CUDA cores: general purpose cores for vector operations: multiply, add, compare etc. Slower but more multi-purpose (1 FLOP per clock cycle). They can also access non-contiguous memory.
Warp scheduler: bit of hardware which selects which warp to run this clock cycle.
Operate SIMT: Single Instruction Multiple Threads -> group data into warps and do the same operation on all, potentially masking out unwanted operations.
Warps: collections of 32 threads over which one operation is done per clock cycle. The same instruction is done across the whole warp.
If they require different operation, then masking is performed.
Why? Some operations are slower than others, e.g. fetching data is slower than arithmetic. The warp scheduler minimise SM downtime by constantly scheduling ready warps.
Interleaving warps can hide latency
Registers: extremely fast access memory for storing warps just before calculation. Each CUDA core has access to 256 registers
L1 cache / SMEM: small (256kB) rapid access memory
L2 cache: ~50MB of reasonable fast access memory
High Bandwidth Memory: bit like RAM for the GPU.
GPU architecture has advantage of many small independent SMs. This means a program can launch many independent processes.

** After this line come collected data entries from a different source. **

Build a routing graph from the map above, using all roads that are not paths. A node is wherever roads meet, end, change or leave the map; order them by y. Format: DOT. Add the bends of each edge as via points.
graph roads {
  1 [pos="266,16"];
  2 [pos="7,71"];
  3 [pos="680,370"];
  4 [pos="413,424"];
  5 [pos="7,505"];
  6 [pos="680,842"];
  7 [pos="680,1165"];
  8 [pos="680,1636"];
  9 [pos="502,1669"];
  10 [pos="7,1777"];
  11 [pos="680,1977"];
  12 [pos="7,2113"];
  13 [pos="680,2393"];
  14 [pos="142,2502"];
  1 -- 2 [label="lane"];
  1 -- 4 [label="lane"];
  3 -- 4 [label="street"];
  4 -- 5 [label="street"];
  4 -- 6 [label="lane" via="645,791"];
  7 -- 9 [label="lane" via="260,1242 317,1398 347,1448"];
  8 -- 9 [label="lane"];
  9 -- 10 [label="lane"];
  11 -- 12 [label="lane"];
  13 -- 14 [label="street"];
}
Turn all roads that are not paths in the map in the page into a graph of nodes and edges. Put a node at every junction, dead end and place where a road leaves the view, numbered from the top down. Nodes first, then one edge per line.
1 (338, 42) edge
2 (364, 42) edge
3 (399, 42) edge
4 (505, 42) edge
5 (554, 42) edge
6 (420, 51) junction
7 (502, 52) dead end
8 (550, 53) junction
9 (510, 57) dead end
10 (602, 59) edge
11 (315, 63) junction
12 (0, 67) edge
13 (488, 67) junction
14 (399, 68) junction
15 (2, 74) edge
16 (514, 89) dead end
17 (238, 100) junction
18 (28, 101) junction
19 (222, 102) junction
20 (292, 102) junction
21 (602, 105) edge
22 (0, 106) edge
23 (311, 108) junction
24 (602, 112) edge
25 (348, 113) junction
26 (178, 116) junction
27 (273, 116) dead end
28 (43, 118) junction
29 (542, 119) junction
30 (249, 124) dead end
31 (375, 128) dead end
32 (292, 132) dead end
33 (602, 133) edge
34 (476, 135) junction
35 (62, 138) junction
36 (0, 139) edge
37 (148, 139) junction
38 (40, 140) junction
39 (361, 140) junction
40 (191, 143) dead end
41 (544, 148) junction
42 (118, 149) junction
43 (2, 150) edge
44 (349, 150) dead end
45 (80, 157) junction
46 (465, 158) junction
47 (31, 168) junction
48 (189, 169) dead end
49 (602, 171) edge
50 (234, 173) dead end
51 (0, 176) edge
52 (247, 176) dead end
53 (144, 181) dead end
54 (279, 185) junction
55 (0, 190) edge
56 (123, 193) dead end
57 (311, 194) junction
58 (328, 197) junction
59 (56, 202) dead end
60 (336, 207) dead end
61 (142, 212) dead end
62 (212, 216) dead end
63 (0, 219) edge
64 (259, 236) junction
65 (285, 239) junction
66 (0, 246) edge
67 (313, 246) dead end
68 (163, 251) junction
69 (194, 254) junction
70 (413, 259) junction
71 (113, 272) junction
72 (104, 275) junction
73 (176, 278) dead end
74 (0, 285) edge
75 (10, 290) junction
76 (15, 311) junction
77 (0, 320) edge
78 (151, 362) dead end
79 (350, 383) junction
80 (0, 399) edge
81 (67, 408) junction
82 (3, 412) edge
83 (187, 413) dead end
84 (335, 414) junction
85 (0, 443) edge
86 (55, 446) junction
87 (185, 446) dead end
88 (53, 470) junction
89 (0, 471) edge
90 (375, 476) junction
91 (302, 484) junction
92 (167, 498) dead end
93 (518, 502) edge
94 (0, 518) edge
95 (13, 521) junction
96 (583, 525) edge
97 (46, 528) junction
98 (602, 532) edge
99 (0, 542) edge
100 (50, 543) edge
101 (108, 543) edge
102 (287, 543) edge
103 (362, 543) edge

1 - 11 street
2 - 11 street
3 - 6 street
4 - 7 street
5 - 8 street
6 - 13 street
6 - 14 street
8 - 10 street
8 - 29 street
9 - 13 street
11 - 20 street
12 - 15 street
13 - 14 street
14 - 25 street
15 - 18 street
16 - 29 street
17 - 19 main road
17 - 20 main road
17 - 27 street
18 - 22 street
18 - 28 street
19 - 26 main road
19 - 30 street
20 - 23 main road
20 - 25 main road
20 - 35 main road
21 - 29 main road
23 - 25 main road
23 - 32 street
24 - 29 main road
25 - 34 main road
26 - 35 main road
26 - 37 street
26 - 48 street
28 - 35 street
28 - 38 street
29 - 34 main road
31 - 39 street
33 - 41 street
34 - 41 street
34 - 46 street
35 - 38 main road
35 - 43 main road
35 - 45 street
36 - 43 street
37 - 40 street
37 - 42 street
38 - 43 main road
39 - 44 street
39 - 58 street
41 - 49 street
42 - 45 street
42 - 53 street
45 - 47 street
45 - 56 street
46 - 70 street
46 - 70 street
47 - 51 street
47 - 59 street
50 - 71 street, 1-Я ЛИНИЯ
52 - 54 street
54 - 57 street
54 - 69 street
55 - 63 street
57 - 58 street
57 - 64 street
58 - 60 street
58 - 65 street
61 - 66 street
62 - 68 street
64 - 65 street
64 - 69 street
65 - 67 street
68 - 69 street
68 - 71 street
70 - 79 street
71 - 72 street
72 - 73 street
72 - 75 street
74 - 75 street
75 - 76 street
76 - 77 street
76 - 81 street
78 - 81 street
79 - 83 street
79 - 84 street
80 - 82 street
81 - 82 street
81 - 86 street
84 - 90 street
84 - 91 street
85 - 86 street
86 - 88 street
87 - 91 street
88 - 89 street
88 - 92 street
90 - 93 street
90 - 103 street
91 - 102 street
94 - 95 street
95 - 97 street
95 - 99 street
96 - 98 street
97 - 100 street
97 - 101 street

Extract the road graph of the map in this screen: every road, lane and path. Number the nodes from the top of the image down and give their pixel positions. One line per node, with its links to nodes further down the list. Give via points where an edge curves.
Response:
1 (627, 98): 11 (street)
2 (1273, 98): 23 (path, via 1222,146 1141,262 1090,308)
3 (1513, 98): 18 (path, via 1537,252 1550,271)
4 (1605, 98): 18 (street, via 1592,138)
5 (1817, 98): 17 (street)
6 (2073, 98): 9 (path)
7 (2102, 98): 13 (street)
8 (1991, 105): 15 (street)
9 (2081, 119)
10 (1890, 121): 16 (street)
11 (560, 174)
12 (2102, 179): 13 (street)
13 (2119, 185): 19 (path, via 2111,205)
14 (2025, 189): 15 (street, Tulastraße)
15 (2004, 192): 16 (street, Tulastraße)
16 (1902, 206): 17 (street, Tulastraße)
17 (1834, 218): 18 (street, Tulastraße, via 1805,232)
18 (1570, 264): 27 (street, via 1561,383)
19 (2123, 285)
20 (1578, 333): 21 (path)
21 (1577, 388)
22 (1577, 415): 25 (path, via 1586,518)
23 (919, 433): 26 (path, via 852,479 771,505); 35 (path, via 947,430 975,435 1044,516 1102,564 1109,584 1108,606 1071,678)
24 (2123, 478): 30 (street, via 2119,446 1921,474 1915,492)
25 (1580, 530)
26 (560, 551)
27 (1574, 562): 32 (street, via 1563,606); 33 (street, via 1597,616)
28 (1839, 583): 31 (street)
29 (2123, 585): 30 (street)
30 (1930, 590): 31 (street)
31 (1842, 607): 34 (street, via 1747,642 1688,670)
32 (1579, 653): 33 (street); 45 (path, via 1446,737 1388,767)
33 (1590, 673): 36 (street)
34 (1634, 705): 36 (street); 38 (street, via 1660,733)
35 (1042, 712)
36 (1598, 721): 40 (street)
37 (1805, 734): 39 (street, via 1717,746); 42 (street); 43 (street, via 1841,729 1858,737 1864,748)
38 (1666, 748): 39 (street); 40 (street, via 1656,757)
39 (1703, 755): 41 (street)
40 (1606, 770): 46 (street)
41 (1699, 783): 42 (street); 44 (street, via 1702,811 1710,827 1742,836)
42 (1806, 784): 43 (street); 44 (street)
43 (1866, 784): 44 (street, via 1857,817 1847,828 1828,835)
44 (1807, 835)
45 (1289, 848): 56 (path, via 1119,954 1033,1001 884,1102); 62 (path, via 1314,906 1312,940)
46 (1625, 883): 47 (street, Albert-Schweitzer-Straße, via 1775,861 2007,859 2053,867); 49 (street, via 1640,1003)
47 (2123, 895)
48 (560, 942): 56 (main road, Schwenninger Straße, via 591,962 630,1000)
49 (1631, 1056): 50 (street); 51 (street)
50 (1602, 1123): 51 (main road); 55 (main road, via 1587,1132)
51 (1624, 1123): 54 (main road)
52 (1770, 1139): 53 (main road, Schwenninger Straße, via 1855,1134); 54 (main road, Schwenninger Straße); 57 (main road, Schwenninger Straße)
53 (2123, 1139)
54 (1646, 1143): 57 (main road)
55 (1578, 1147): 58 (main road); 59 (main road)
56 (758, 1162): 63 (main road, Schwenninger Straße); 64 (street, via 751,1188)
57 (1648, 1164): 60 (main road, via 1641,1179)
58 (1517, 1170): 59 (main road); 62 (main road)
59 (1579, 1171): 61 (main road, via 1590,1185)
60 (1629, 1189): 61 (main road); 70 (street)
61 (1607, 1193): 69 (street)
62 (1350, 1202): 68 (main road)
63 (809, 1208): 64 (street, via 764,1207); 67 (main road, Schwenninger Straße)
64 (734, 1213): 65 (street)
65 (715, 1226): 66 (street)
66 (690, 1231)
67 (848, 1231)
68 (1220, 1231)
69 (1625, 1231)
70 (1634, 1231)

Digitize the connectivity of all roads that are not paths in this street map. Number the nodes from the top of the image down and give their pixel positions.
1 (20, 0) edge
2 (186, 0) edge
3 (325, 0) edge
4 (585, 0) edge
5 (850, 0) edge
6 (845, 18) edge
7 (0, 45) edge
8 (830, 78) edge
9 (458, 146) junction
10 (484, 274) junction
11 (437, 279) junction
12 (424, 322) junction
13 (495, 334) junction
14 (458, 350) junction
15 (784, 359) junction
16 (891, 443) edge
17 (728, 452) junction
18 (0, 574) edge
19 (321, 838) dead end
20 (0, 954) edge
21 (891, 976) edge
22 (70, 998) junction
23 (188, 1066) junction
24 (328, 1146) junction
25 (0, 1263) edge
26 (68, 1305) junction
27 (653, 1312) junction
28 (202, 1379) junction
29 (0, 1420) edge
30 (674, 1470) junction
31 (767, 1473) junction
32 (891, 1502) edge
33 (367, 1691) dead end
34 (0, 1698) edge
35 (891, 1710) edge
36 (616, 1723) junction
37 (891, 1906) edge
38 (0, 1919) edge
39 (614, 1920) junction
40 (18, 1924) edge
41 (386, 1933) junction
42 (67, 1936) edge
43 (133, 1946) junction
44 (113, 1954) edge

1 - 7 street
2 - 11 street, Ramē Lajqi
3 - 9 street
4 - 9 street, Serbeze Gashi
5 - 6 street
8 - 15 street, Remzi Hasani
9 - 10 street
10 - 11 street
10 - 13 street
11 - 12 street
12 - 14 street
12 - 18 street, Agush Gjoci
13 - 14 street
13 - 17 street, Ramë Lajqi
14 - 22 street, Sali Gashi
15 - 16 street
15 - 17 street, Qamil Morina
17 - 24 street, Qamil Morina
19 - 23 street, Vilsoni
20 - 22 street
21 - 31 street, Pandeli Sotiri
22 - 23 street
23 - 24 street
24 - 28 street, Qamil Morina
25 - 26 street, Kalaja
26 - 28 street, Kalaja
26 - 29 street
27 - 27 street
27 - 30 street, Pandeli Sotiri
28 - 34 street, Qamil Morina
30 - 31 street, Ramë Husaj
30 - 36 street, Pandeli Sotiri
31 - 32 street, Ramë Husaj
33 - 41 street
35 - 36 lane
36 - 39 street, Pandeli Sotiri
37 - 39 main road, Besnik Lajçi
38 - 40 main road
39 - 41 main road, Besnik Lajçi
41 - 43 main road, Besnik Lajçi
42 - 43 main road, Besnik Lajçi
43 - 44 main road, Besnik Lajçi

Networking: discusses how data is shared within a cluster of GPUs.
Node:
Usually around 8 GPUs.
Extremely fast all-to-all NVLink connections
Max bandwith ~450GB/s on H100.
Scalable Units:
Collection of nodes, usually around 32
Connected by ethernet and InfiniBand switches
Stored in fat tree, i.e. tree format with nodes as leaves and higher bandwidth the higher up the tree you go.
There are multiple ‘trunks’ meaning there are multiple equal cost paths to get from one node to another, decreasing
choke points.